**Task directions:** Among the lines below, count those with the word "pinky". Answer with the number only.

**Available data:**
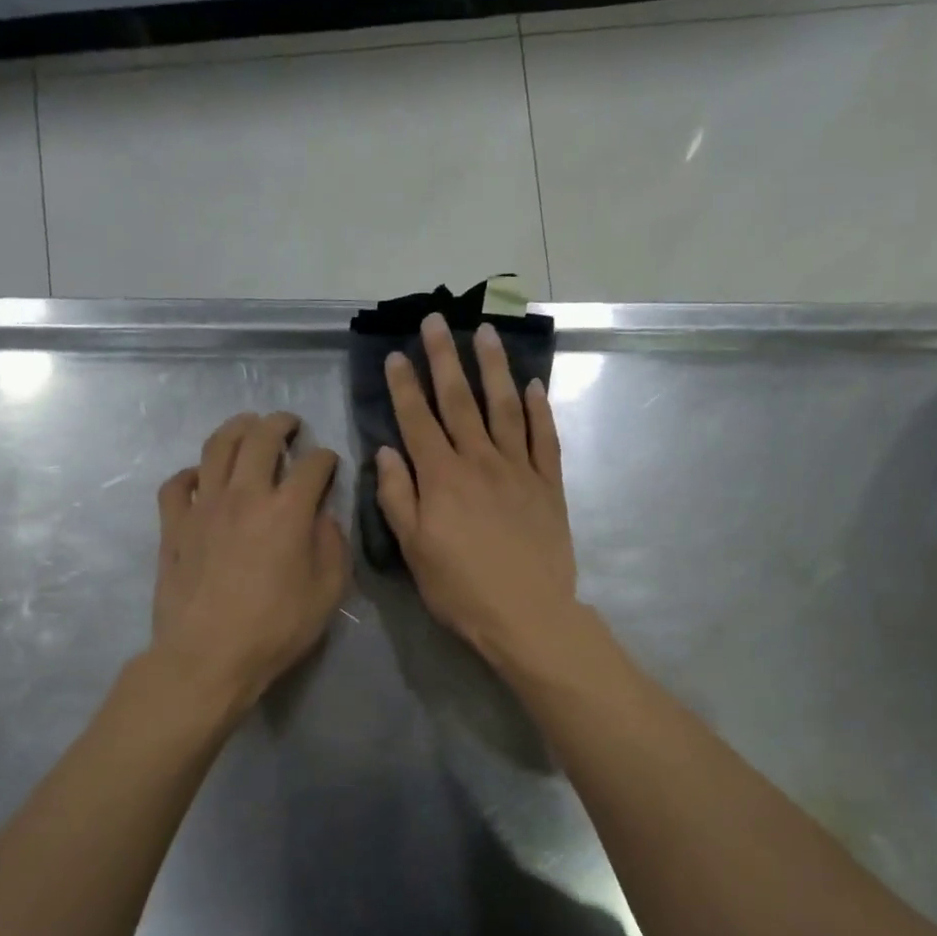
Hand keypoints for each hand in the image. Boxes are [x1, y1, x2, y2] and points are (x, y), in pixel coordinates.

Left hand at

...

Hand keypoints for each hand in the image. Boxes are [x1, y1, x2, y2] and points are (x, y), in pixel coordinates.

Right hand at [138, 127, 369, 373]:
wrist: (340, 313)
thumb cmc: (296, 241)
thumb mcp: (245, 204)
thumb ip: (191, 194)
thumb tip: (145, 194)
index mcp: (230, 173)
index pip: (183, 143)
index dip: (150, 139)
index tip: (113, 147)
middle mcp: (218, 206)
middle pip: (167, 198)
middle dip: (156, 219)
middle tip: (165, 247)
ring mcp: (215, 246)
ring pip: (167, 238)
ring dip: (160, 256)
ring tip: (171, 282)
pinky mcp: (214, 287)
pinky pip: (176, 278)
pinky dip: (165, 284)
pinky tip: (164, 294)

**Expected output:** 4